I think there is a world of difference between a father knowing about his DC and choosing to have no contact and a father having no knowledge. I think the OP is running the risk of alienating her child by denying the father the knowledge if his/her birth. There is a danger that the child will built up a hero-figure in his/her head and of course if he/ she ever decides to seek out the ex you can guarantee that he (the ex) will blame the OP 100% for having not been in the DC's life.

On the other hand I completely understand why the OP would choose to do this and I wish you and your DC well whatever you decide to do.

SilverClementine · 18/02/2013 15:36

YANBU at all. If I was in your situation I wouldn't breathe a word of who the father is to ANYONE. Then as DC gets older, explain as best I can that their father wasn't a very nice man and that's why they weren't around.

I had a very similar ex and if I'd have got caught pregnant by him my life, and no doubt my child's, would have been hell. You need to do what's best to protect you and your child.

Best of luck with everything Xx

TheSecondComing · 18/02/2013 15:44

This reply has been deleted

Message withdrawn at poster's request.

IneedAsockamnesty · 18/02/2013 15:46

What a croc of shit.

The child's right to live free of abuse or witnessing abuse trump anyone else's rights compleatly.

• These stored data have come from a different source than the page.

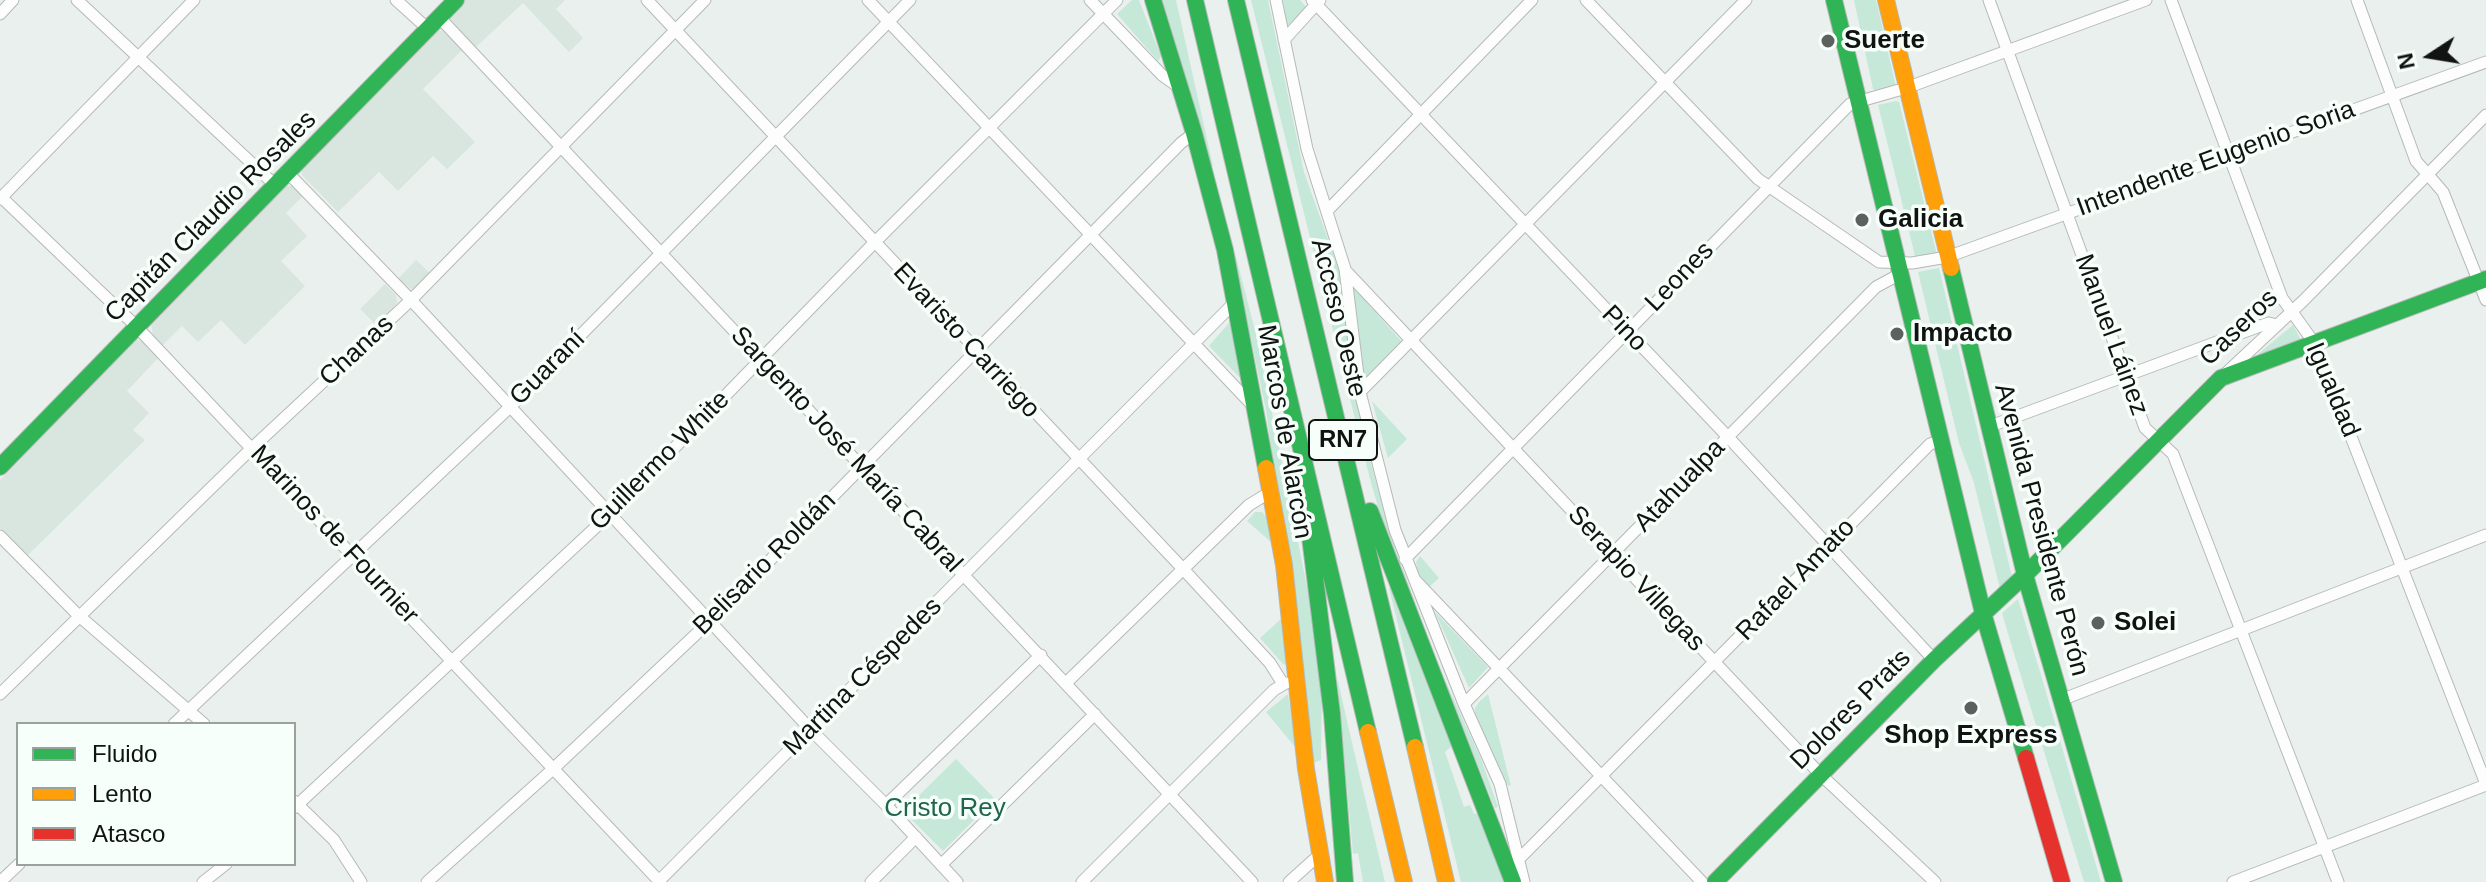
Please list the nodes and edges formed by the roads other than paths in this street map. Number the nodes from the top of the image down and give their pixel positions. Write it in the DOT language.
graph roads {
  1 [pos="13,0"];
  2 [pos="77,0"];
  3 [pos="194,0"];
  4 [pos="396,0"];
  5 [pos="456,0"];
  6 [pos="647,0"];
  7 [pos="705,0"];
  8 [pos="868,0"];
  9 [pos="910,0"];
  10 [pos="1090,0"];
  11 [pos="1117,0"];
  12 [pos="1153,0"];
  13 [pos="1195,0"];
  14 [pos="1236,0"];
  15 [pos="1276,0"];
  16 [pos="1532,0"];
  17 [pos="1586,0"];
  18 [pos="1746,0"];
  19 [pos="1834,0"];
  20 [pos="1886,0"];
  21 [pos="1989,0"];
  22 [pos="2146,0"];
  23 [pos="2171,0"];
  24 [pos="2357,0"];
  25 [pos="1316,1"];
  26 [pos="0,14"];
  27 [pos="1103,14"];
  28 [pos="889,22"];
  29 [pos="434,23"];
  30 [pos="675,30"];
  31 [pos="1284,40"];
  32 [pos="2007,51"];
  33 [pos="138,59"];
  34 [pos="2486,62"];
  35 [pos="1664,83"];
  36 [pos="1906,88"];
  37 [pos="1180,89"];
  38 [pos="2391,95"];
  39 [pos="1857,101"];
  40 [pos="1420,114"];
  41 [pos="2486,115"];
  42 [pos="989,129"];
  43 [pos="1194,133"];
  44 [pos="776,138"];
  45 [pos="561,147"];
  46 [pos="2229,156"];
  47 [pos="288,173"];
  48 [pos="2429,175"];
  49 [pos="275,185"];
  50 [pos="1767,188"];
  51 [pos="0,197"];
  52 [pos="1327,211"];
  53 [pos="2066,214"];
  54 [pos="1524,224"];
  55 [pos="1090,234"];
  56 [pos="874,243"];
  57 [pos="661,254"];
  58 [pos="1947,257"];
  59 [pos="1899,268"];
  60 [pos="1345,269"];
  61 [pos="2483,281"];
  62 [pos="411,300"];
  63 [pos="2486,300"];
  64 [pos="1236,301"];
  65 [pos="2292,311"];
  66 [pos="2277,325"];
  67 [pos="136,326"];
  68 [pos="1627,331"];
  69 [pos="1412,341"];
  70 [pos="2315,344"];
  71 [pos="1193,345"];
  72 [pos="976,350"];
  73 [pos="761,358"];
  74 [pos="2125,377"];
  75 [pos="2221,378"];
  76 [pos="1360,392"];
  77 [pos="510,407"];
  78 [pos="1257,409"];
  79 [pos="1988,427"];
  80 [pos="1728,437"];
  81 [pos="2159,439"];
  82 [pos="1940,441"];
  83 [pos="1512,446"];
  84 [pos="252,448"];
  85 [pos="1345,448"];
  86 [pos="1078,460"];
  87 [pos="1303,461"];
  88 [pos="0,467"];
  89 [pos="861,467"];
  90 [pos="1272,491"];
  91 [pos="611,513"];
  92 [pos="2486,535"];
  93 [pos="0,536"];
  94 [pos="1829,546"];
  95 [pos="1614,554"];
  96 [pos="354,556"];
  97 [pos="1405,559"];
  98 [pos="2402,568"];
  99 [pos="1184,570"];
  100 [pos="2025,575"];
  101 [pos="964,576"];
  102 [pos="1412,576"];
  103 [pos="1983,613"];
  104 [pos="78,615"];
  105 [pos="710,621"];
  106 [pos="2241,629"];
  107 [pos="1041,655"];
  108 [pos="1934,660"];
  109 [pos="453,661"];
  110 [pos="1715,663"];
  111 [pos="1499,668"];
  112 [pos="1067,682"];
  113 [pos="1289,682"];
  114 [pos="0,694"];
  115 [pos="2061,700"];
  116 [pos="1464,704"];
  117 [pos="188,709"];
  118 [pos="1095,714"];
  119 [pos="176,722"];
  120 [pos="202,722"];
  121 [pos="811,730"];
  122 [pos="553,769"];
  123 [pos="1601,775"];
  124 [pos="1821,775"];
  125 [pos="2486,784"];
  126 [pos="1169,794"];
  127 [pos="296,804"];
  128 [pos="886,805"];
  129 [pos="916,837"];
  130 [pos="2324,847"];
  131 [pos="1319,855"];
  132 [pos="1519,859"];
  133 [pos="941,865"];
  134 [pos="223,866"];
  135 [pos="203,882"];
  136 [pos="361,882"];
  137 [pos="427,882"];
  138 [pos="659,882"];
  139 [pos="871,882"];
  140 [pos="957,882"];
  141 [pos="1082,882"];
  142 [pos="1252,882"];
  143 [pos="1289,882"];
  144 [pos="1325,882"];
  145 [pos="1345,882"];
  146 [pos="1404,882"];
  147 [pos="1446,882"];
  148 [pos="1513,882"];
  149 [pos="1524,882"];
  150 [pos="1702,882"];
  151 [pos="1715,882"];
  152 [pos="1935,882"];
  153 [pos="2062,882"];
  154 [pos="2114,882"];
  155 [pos="2233,882"];
  156 [pos="2338,882"];
  1 -- 26 [label="street"];
  2 -- 33 [label="street"];
  3 -- 33 [label="street"];
  4 -- 29 [label="street, Sargento José María Cabral"];
  5 -- 29 [label="main road, Capitán Claudio Rosales"];
  6 -- 30 [label="street, Evaristo Carriego"];
  7 -- 30 [label="street, Chanas"];
  8 -- 28 [label="street"];
  9 -- 28 [label="street, Guaraní"];
  10 -- 27 [label="street"];
  11 -- 27 [label="street, Guillermo White"];
  12 -- 37 [label="main road, Marcos de Alarcón"];
  13 -- 87 [label="main road, RN7"];
  14 -- 85 [label="main road, Acceso Oeste / RN7"];
  15 -- 31 [label="street"];
  16 -- 40 [label="street"];
  17 -- 35 [label="street"];
  18 -- 35 [label="street"];
  19 -- 39 [label="main road"];
  20 -- 36 [label="main road, Avenida Presidente Perón"];
  21 -- 32 [label="street, Manuel Láinez"];
  22 -- 32 [label="street"];
  23 -- 46 [label="street, Igualdad"];
  24 -- 38 [label="street"];
  25 -- 31 [label="street"];
  25 -- 40 [label="street, Pino"];
  27 -- 37 [label="street"];
  27 -- 42 [label="street, Guillermo White"];
  28 -- 42 [label="street"];
  28 -- 44 [label="street, Guaraní"];
  29 -- 45 [label="street, Sargento José María Cabral"];
  29 -- 47 [label="main road, Capitán Claudio Rosales"];
  30 -- 44 [label="street, Evaristo Carriego"];
  30 -- 45 [label="street, Chanas"];
  31 -- 52 [label="street"];
  32 -- 36 [label="street"];
  32 -- 53 [label="street, Manuel Láinez"];
  33 -- 49 [label="street"];
  33 -- 51 [label="street"];
  34 -- 38 [label="street, Intendente Eugenio Soria"];
  35 -- 50 [label="street"];
  35 -- 54 [label="street"];
  36 -- 39 [label="street"];
  36 -- 58 [label="main road, Avenida Presidente Perón"];
  37 -- 43 [label="main road, Marcos de Alarcón"];
  38 -- 46 [label="street, Intendente Eugenio Soria"];
  38 -- 48 [label="street"];
  39 -- 50 [label="street, Leones"];
  39 -- 59 [label="main road"];
  40 -- 52 [label="street"];
  40 -- 54 [label="street, Pino"];
  41 -- 48 [label="street, Caseros"];
  42 -- 55 [label="street"];
  42 -- 56 [label="street, Guillermo White"];
  43 -- 55 [label="street, Belisario Roldán"];
  43 -- 64 [label="main road, Marcos de Alarcón"];
  44 -- 56 [label="street, Evaristo Carriego"];
  44 -- 57 [label="street, Guaraní"];
  45 -- 57 [label="street, Sargento José María Cabral"];
  45 -- 62 [label="street, Chanas"];
  46 -- 53 [label="street, Intendente Eugenio Soria"];
  46 -- 65 [label="street, Igualdad"];
  47 -- 49 [label="main road, Capitán Claudio Rosales"];
  47 -- 62 [label="street"];
  48 -- 61 [label="street"];
  48 -- 65 [label="street, Caseros"];
  49 -- 67 [label="main road, Capitán Claudio Rosales"];
  50 -- 59 [label="street"];
  50 -- 68 [label="street, Leones"];
  51 -- 67 [label="street, Marinos de Fournier"];
  52 -- 60 [label="street"];
  53 -- 58 [label="street, Intendente Eugenio Soria"];
  53 -- 74 [label="street, Manuel Láinez"];
  54 -- 68 [label="street, Pino"];
  54 -- 69 [label="street"];
  55 -- 71 [label="street"];
  55 -- 72 [label="street, Belisario Roldán"];
  56 -- 72 [label="street, Evaristo Carriego"];
  56 -- 73 [label="street, Guillermo White"];
  57 -- 73 [label="street, Sargento José María Cabral"];
  57 -- 77 [label="street, Guaraní"];
  58 -- 59 [label="street, Intendente Eugenio Soria"];
  58 -- 79 [label="main road, Avenida Presidente Perón"];
  59 -- 80 [label="street, Atahualpa"];
  59 -- 82 [label="main road"];
  60 -- 69 [label="street, Serapio Villegas"];
  60 -- 76 [label="street"];
  61 -- 63 [label="street"];
  61 -- 70 [label="main road"];
  62 -- 77 [label="street"];
  62 -- 84 [label="street, Chanas"];
  64 -- 71 [label="street, Martina Céspedes"];
  64 -- 78 [label="main road, Marcos de Alarcón"];
  65 -- 66 [label="street, Caseros"];
  65 -- 70 [label="street, Igualdad"];
  66 -- 74 [label="street"];
  66 -- 75 [label="street, Caseros"];
  67 -- 84 [label="street, Marinos de Fournier"];
  67 -- 88 [label="main road, Capitán Claudio Rosales"];
  68 -- 80 [label="street, Pino"];
  68 -- 83 [label="street, Leones"];
  69 -- 76 [label="street"];
  69 -- 83 [label="street, Serapio Villegas"];
  70 -- 75 [label="main road"];
  70 -- 98 [label="street, Igualdad"];
  71 -- 78 [label="street"];
  71 -- 86 [label="street, Martina Céspedes"];
  72 -- 86 [label="street, Evaristo Carriego"];
  72 -- 89 [label="street, Belisario Roldán"];
  73 -- 89 [label="street, Sargento José María Cabral"];
  73 -- 91 [label="street, Guillermo White"];
  74 -- 79 [label="street"];
  74 -- 81 [label="street, Manuel Láinez"];
  75 -- 81 [label="main road, Caseros"];
  76 -- 97 [label="street"];
  77 -- 91 [label="street"];
  77 -- 96 [label="street, Guaraní"];
  78 -- 90 [label="main road, Marcos de Alarcón"];
  79 -- 100 [label="main road, Avenida Presidente Perón"];
  80 -- 94 [label="street, Pino"];
  80 -- 95 [label="street, Atahualpa"];
  81 -- 100 [label="main road, Caseros"];
  81 -- 106 [label="street, Manuel Láinez"];
  82 -- 94 [label="street, Rafael Amato"];
  82 -- 103 [label="main road"];
  83 -- 95 [label="street, Serapio Villegas"];
  83 -- 97 [label="street, Leones"];
  84 -- 96 [label="street, Marinos de Fournier"];
  84 -- 104 [label="street, Chanas"];
  85 -- 147 [label="main road, Acceso Oeste / RN7"];
  85 -- 148 [label="main road"];
  86 -- 99 [label="street, Evaristo Carriego"];
  86 -- 101 [label="street, Martina Céspedes"];
  87 -- 145 [label="main road"];
  87 -- 146 [label="main road, RN7"];
  89 -- 101 [label="street, Sargento José María Cabral"];
  89 -- 105 [label="street, Belisario Roldán"];
  90 -- 99 [label="street"];
  90 -- 113 [label="main road, Marcos de Alarcón"];
  91 -- 105 [label="street"];
  91 -- 109 [label="street, Guillermo White"];
  92 -- 98 [label="street"];
  93 -- 104 [label="street"];
  94 -- 108 [label="street, Pino"];
  94 -- 110 [label="street, Rafael Amato"];
  95 -- 110 [label="street, Serapio Villegas"];
  95 -- 111 [label="street, Atahualpa"];
  96 -- 109 [label="street, Marinos de Fournier"];
  96 -- 117 [label="street, Guaraní"];
  97 -- 102 [label="street"];
  98 -- 106 [label="street"];
  98 -- 125 [label="street, Igualdad"];
  99 -- 112 [label="street"];
  99 -- 113 [label="street, Evaristo Carriego"];
  100 -- 103 [label="main road, Dolores Prats"];
  100 -- 115 [label="main road, Avenida Presidente Perón"];
  101 -- 107 [label="street, Sargento José María Cabral"];
  101 -- 121 [label="street, Martina Céspedes"];
  102 -- 111 [label="street"];
  102 -- 116 [label="street"];
  103 -- 108 [label="main road, Dolores Prats"];
  103 -- 153 [label="main road"];
  104 -- 114 [label="street, Chanas"];
  104 -- 117 [label="street"];
  105 -- 121 [label="street"];
  105 -- 122 [label="street, Belisario Roldán"];
  106 -- 115 [label="street"];
  106 -- 130 [label="street, Manuel Láinez"];
  107 -- 112 [label="street, Sargento José María Cabral"];
  107 -- 128 [label="street"];
  108 -- 124 [label="main road, Dolores Prats"];
  109 -- 122 [label="street, Marinos de Fournier"];
  109 -- 127 [label="street, Guillermo White"];
  110 -- 123 [label="street, Rafael Amato"];
  110 -- 124 [label="street, Serapio Villegas"];
  111 -- 116 [label="street, Atahualpa"];
  111 -- 123 [label="street"];
  112 -- 118 [label="street, Sargento José María Cabral"];
  113 -- 126 [label="street"];
  113 -- 131 [label="main road, Marcos de Alarcón"];
  115 -- 154 [label="main road, Avenida Presidente Perón"];
  116 -- 132 [label="street"];
  117 -- 119 [label="street, Guaraní"];
  117 -- 120 [label="street"];
  118 -- 126 [label="street, Sargento José María Cabral"];
  118 -- 133 [label="street"];
  121 -- 128 [label="street"];
  121 -- 138 [label="street, Martina Céspedes"];
  122 -- 137 [label="street, Belisario Roldán"];
  122 -- 138 [label="street, Marinos de Fournier"];
  123 -- 132 [label="street, Rafael Amato"];
  123 -- 150 [label="street"];
  124 -- 151 [label="main road, Dolores Prats"];
  124 -- 152 [label="street, Serapio Villegas"];
  125 -- 130 [label="street"];
  126 -- 141 [label="street"];
  126 -- 142 [label="street, Sargento José María Cabral"];
  127 -- 136 [label="street"];
  128 -- 129 [label="street"];
  129 -- 133 [label="street"];
  129 -- 139 [label="street"];
  130 -- 155 [label="street"];
  130 -- 156 [label="street, Manuel Láinez"];
  131 -- 143 [label="street"];
  131 -- 144 [label="main road, Marcos de Alarcón"];
  132 -- 149 [label="street"];
  133 -- 140 [label="street"];
  134 -- 135 [label="street"];
}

Its why mothers who remain in relationships like that are deamed to be unable to parent and often lose the children if they refuse to co operate with SS

Unfortunatly few judges in child contact hearings pay as much attention to DV as they should.

Part and parcel of being a decent parent is making big decisions that may or may not be compleatly 100% free of risk long term to protect a child in the here and now.

If abuse red flags are there and obvious enough to make an adult think "bloody hell I want no part of this" then they are enough to keep well away from children.

Parents who abuse the other parent are not nor are they ever good parents unless they cease to behave in abusive ways.

If you have a chance to make sure you can protect your kids from this before any links have been forged with the child that would add complications then IMO you should.

If you think about it,if your reasons for leaving a relationship are the sort of things that social workers would concider to place your child at risk of harm should you stay then its a compleate no brainer.

FryOneFatManic · 18/02/2013 16:06

Angel take a look at the relationships board. There are many women on there who have come out of abusive relationships and despite trying to put in place arrangements to protect themselves/the children, their abusive exs are still messing their lives up and getting away with it because the courts still seem to force children to spend time with these idiots.

If this man is really as bad as the OP's description, then once he knows about the child it could take years before he gets the message and leaves her alone.